Zack scosse la testa. — Lei non può nemmeno immaginare i problemi che ha dovuto affrontare Becky. Comunque a poco a poco ne sta uscendo. Ha pianto per ore, dopo che abbiamo lasciato casa vostra giovedì sera, adesso però sta molto meglio.
— Ma, Zack, sai che Becky e io viviamo separati ormai da quasi un anno. Se davvero mi fossi comportato da padre degenere, di sicuro se ne sarebbe andata prima, o per lo meno avrebbe detto qualcosa non appena venuta via di casa. Perché mai…
— E lei crede che sia facile parlarne? Il suo psicanalista dice…
— Psicanalista? — Kyle accusò il colpo. Sua figlia in terapia. Come accidenti aveva fatto a non accorgersene? — Perché diavolo dovrebbe essere in terapia?
Zack fece una smorfia, a significare che la risposta era ovvia.
— Come si chiama l’analista? Se non riesco a convincere te, posso almeno tentare di convincere lui.
— Io… non lo so.
— Stai mentendo.
Ma l’accusa servì solo a incaponire Zack. — No, sul serio, non lo so.
— Dimmi almeno come ha fatto a trovarlo.
Zack si strinse un poco nelle spalle. — È lo stesso al quale si era rivolta sua sorella.
— Mary? Anche Mary era in cura?
— Be’, per forza. Nulla di strano, con quel che le aveva fatto passare.
— Io non ho fatto niente a Mary. E neppure a Becky ho fatto niente.

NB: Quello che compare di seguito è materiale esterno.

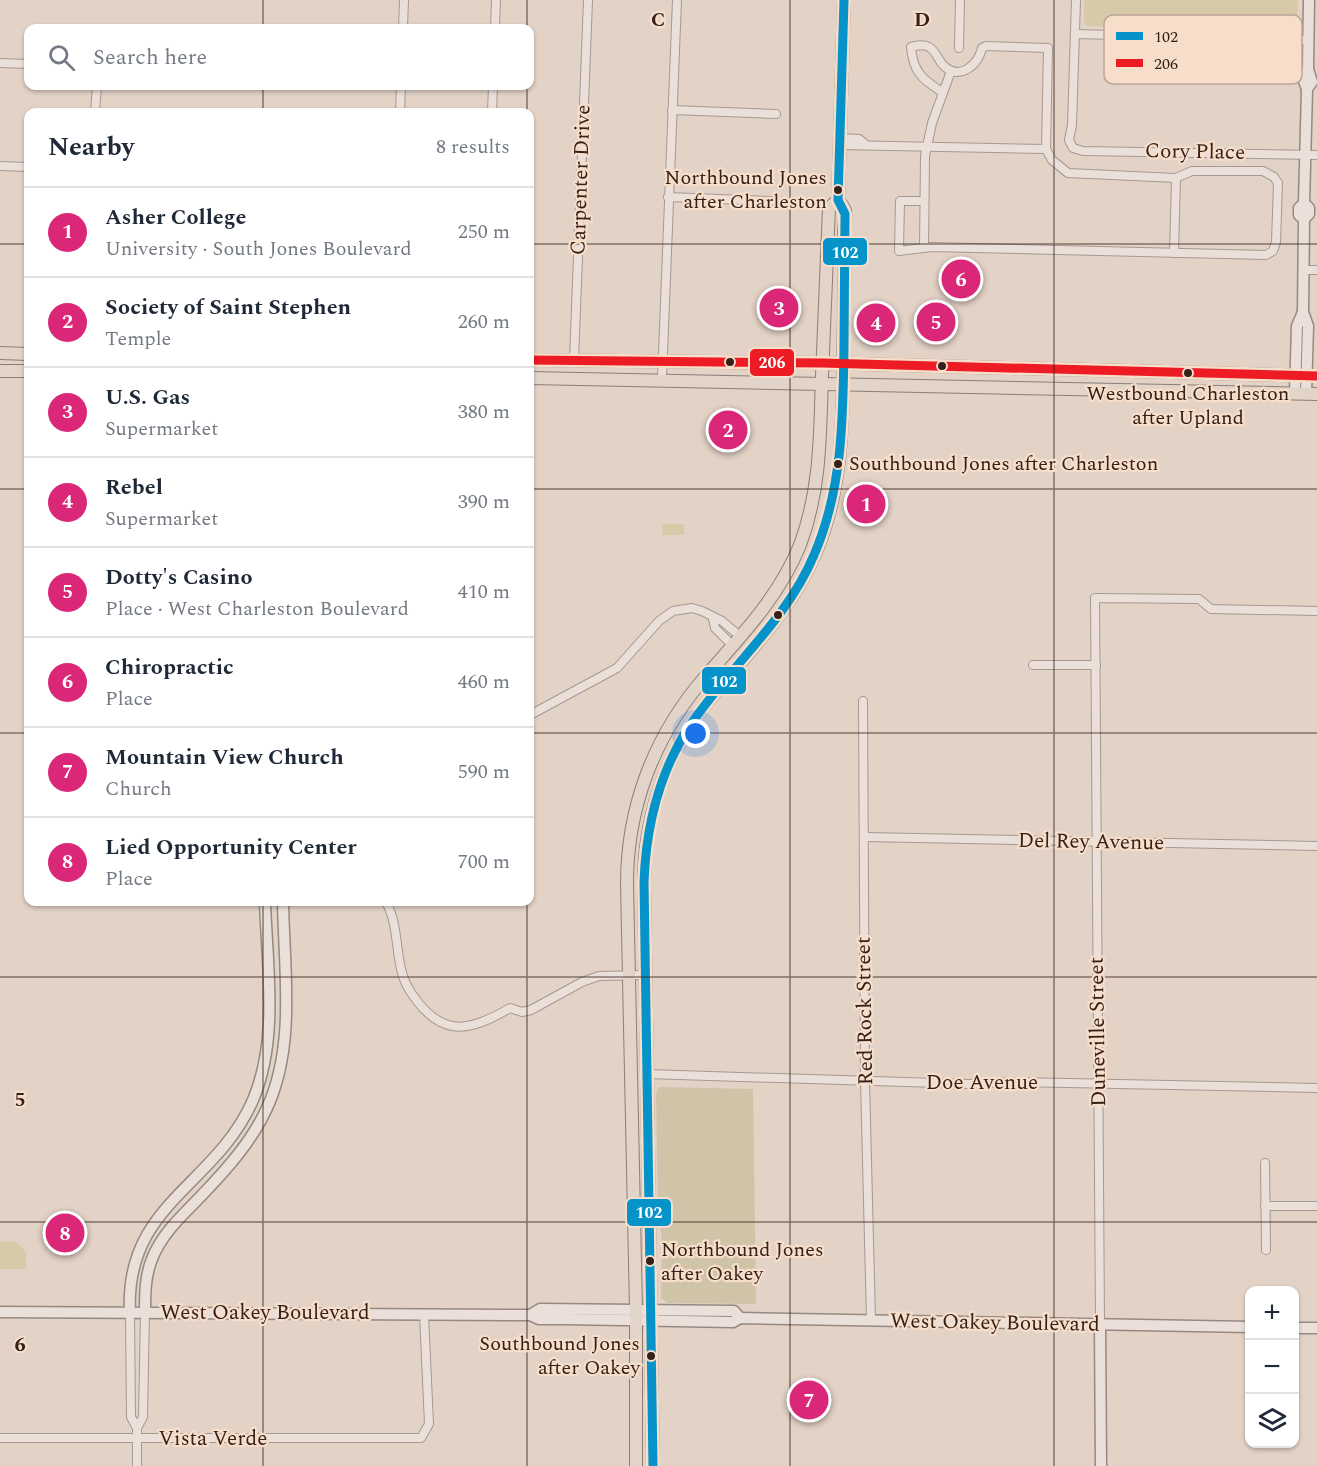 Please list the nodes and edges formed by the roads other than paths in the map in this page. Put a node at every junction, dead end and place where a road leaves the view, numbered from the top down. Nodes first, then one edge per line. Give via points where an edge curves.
1 (404, 0) edge
2 (496, 0) edge
3 (588, 0) edge
4 (677, 0) edge
5 (844, 0) edge
6 (960, 0) edge
7 (1076, 0) edge
8 (1309, 0) edge
9 (403, 24) edge
10 (495, 24) edge
11 (1075, 34) junction
12 (1104, 35) edge
13 (1302, 40) edge
14 (1308, 40) junction
15 (959, 48) dead end
16 (0, 63) edge
17 (24, 64) edge
18 (951, 71) junction
19 (97, 90) edge
20 (401, 90) edge
21 (493, 90) edge
22 (942, 92) junction
23 (96, 108) edge
24 (400, 108) edge
25 (492, 108) edge
26 (672, 110) junction
27 (776, 114) dead end
28 (839, 141) junction
29 (928, 145) junction
30 (1046, 149) junction
31 (1305, 154) junction
32 (1317, 155) edge
33 (0, 166) edge
34 (24, 167) edge
35 (1176, 178) junction
36 (668, 197) junction
37 (838, 200) junction
38 (771, 201) dead end
39 (923, 201) junction
40 (924, 248) junction
41 (1174, 253) junction
42 (1304, 270) junction
43 (1317, 270) edge
44 (0, 353) edge
45 (24, 354) edge
46 (534, 360) edge
47 (574, 360) junction
48 (600, 361) junction
49 (663, 362) junction
50 (822, 363) junction
51 (843, 364) junction
52 (1109, 370) junction
53 (0, 371) edge
54 (24, 371) edge
55 (1306, 376) edge
56 (534, 378) edge
57 (557, 378) junction
58 (662, 378) junction
59 (822, 383) junction
60 (842, 383) junction
61 (1109, 387) junction
62 (1306, 393) edge
63 (1317, 611) edge
64 (750, 626) junction
65 (737, 641) junction
66 (750, 652) junction
67 (1033, 665) dead end
68 (1096, 665) junction
69 (738, 666) junction
70 (863, 701) dead end
71 (534, 713) edge
72 (632, 823) junction
73 (649, 827) junction
74 (865, 837) junction
75 (1096, 842) junction
76 (1317, 846) edge
77 (265, 906) edge
78 (283, 906) edge
79 (388, 906) edge
80 (628, 975) junction
81 (645, 975) junction
82 (268, 998) junction
83 (285, 999) junction
84 (646, 1074) junction
85 (865, 1081) junction
86 (1099, 1084) junction
87 (1317, 1088) edge
88 (254, 1098) junction
89 (268, 1107) junction
90 (1265, 1163) dead end
91 (1265, 1206) junction
92 (1317, 1206) edge
93 (164, 1210) junction
94 (176, 1222) junction
95 (1266, 1250) dead end
96 (0, 1312) edge
97 (130, 1313) junction
98 (145, 1313) junction
99 (424, 1314) junction
100 (636, 1315) junction
101 (651, 1315) junction
102 (871, 1320) junction
103 (1100, 1324) junction
104 (1245, 1327) edge
105 (1299, 1328) edge
106 (1317, 1328) edge
107 (137, 1428) junction
108 (0, 1438) edge
109 (137, 1439) junction
110 (137, 1466) edge
111 (636, 1466) edge
112 (653, 1466) edge
113 (1101, 1466) edge

1 - 9 street
2 - 10 street
3 - 47 street, Carpenter Drive
4 - 26 street
5 - 28 main road
6 - 15 street
7 - 11 street
8 - 14 street
11 - 12 street
11 - 31 street, Cory Place via 1069,140 1073,148
13 - 14 street
14 - 31 street via 1312,82 1307,89
16 - 17 street
18 - 22 street
18 - 22 street via 932,49 911,47 920,78
18 - 30 street via 967,70 986,46 1048,48
19 - 23 street
20 - 24 street
21 - 25 street
22 - 29 street
26 - 27 street
26 - 36 street
28 - 29 street
28 - 37 main road
29 - 30 street
29 - 39 street
30 - 35 street via 1052,160 1068,173
31 - 32 street, Cory Place
31 - 42 street via 1304,204 1299,208 1304,219
33 - 34 street
35 - 41 street
35 - 41 street via 1192,171 1263,171 1278,183 1273,251 1266,255
36 - 38 street
36 - 49 street
37 - 50 main road via 829,208
37 - 51 main road via 844,209
39 - 40 street
39 - 40 street via 900,201 899,251
40 - 41 street
42 - 43 street
42 - 55 street
44 - 45 main road
46 - 47 main road
47 - 48 main road
48 - 49 main road
48 - 57 main road via 566,370
49 - 50 main road
49 - 58 street
50 - 51 main road
50 - 59 main road
51 - 52 main road
51 - 60 main road
52 - 55 main road
52 - 61 main road
53 - 54 main road
55 - 62 street
56 - 57 main road
57 - 58 main road
58 - 59 main road
59 - 60 main road
59 - 64 main road via 820,454 810,514 789,567
60 - 61 main road
60 - 66 main road via 838,474 823,533 795,593
61 - 62 main road
63 - 68 street, Duneville Street via 1211,609 1198,599 1095,598
64 - 65 main road
64 - 66 main road
65 - 69 main road via 742,644 737,654
65 - 71 street via 722,621 692,608 673,611 617,668
65 - 72 main road via 689,697 661,741 643,782
66 - 69 main road
67 - 68 street
68 - 75 street, Duneville Street
69 - 73 main road via 700,710 684,736 662,781
70 - 74 street, Red Rock Street
72 - 73 main road
72 - 80 main road via 627,868
73 - 81 main road via 644,867
74 - 75 street, Del Rey Avenue
74 - 85 street, Red Rock Street
75 - 76 street, Del Rey Avenue
75 - 86 street, Duneville Street
77 - 82 street
78 - 83 street
79 - 80 street via 401,972 409,989 429,1015 455,1028 483,1023 510,1008 531,1010 599,976
80 - 81 street
80 - 100 main road
81 - 84 main road
82 - 83 street
82 - 88 street via 268,1055
83 - 89 street via 283,1060
84 - 85 street, Doe Avenue
84 - 101 main road
85 - 86 street, Doe Avenue
85 - 102 street, Red Rock Street
86 - 87 street, Doe Avenue
86 - 103 street, Duneville Street
88 - 89 street
88 - 93 street via 224,1148
89 - 94 street via 241,1150
90 - 91 street
91 - 92 street
91 - 95 street
93 - 94 street
93 - 97 street via 144,1236 136,1256 130,1283
94 - 98 street via 150,1263
96 - 97 street, West Oakey Boulevard
97 - 98 street, West Oakey Boulevard
97 - 107 street via 131,1417
98 - 99 street, West Oakey Boulevard
98 - 107 street via 143,1417
99 - 100 street, West Oakey Boulevard via 530,1315 540,1309
99 - 109 street, Vista Verde via 429,1424 424,1435 413,1440
100 - 101 street, West Oakey Boulevard
100 - 111 main road
101 - 102 street, West Oakey Boulevard via 733,1322 740,1318
101 - 112 main road
102 - 103 street, West Oakey Boulevard
103 - 104 street, West Oakey Boulevard
103 - 113 street, Duneville Street
105 - 106 street
107 - 109 street
108 - 109 street, Vista Verde
109 - 110 street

— Adesso chi sarebbe il bugiardo?
— Io no di certo! — E dopo un attimo di esitazione, sforzandosi di non perdere il controllo: — Maledizione, Zack. Porca schifosa d’una… Ti sei messo d’accordo con lei. Avete deciso di trascinarmi in tribunale, vero?
— Becky non vuole i suoi soldi — rispose Zack. — Vuole solo starsene in pace. E metterci una pietra sopra, nient’altro.

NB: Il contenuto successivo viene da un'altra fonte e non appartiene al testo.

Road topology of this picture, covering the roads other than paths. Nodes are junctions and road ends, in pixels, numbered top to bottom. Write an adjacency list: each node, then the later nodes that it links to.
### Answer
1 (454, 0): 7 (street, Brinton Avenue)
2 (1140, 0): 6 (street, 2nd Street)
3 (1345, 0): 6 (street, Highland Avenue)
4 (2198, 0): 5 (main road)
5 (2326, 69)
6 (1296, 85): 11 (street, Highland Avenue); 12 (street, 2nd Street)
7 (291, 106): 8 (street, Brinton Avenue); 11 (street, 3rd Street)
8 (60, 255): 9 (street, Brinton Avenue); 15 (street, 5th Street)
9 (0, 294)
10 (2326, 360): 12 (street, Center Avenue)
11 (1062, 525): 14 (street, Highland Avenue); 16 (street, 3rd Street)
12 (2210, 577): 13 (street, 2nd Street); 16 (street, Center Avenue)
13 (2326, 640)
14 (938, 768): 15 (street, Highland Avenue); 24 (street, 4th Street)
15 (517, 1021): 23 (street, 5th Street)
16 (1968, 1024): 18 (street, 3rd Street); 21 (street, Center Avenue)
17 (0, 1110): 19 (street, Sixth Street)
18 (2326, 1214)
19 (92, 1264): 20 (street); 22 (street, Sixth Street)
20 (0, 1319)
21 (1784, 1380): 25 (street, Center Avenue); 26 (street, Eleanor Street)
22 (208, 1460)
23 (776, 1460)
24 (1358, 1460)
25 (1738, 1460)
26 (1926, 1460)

— Metterci una pietra sopra? Che razza di soluzione sarebbe? È così che l’analista ha detto a mia figlia di chiudere la questione? Mettendoci una fottuta pietra sopra?
Zack si alzò. — Signor Graves, se ne vada a casa. E per l’amor di Dio, veda di sottoporsi a terapia anche lei.
Kyle uscì furibondo dall’ufficio e lasciò la libreria, immergendosi nel caldo infernale di quella splendida giornata estiva.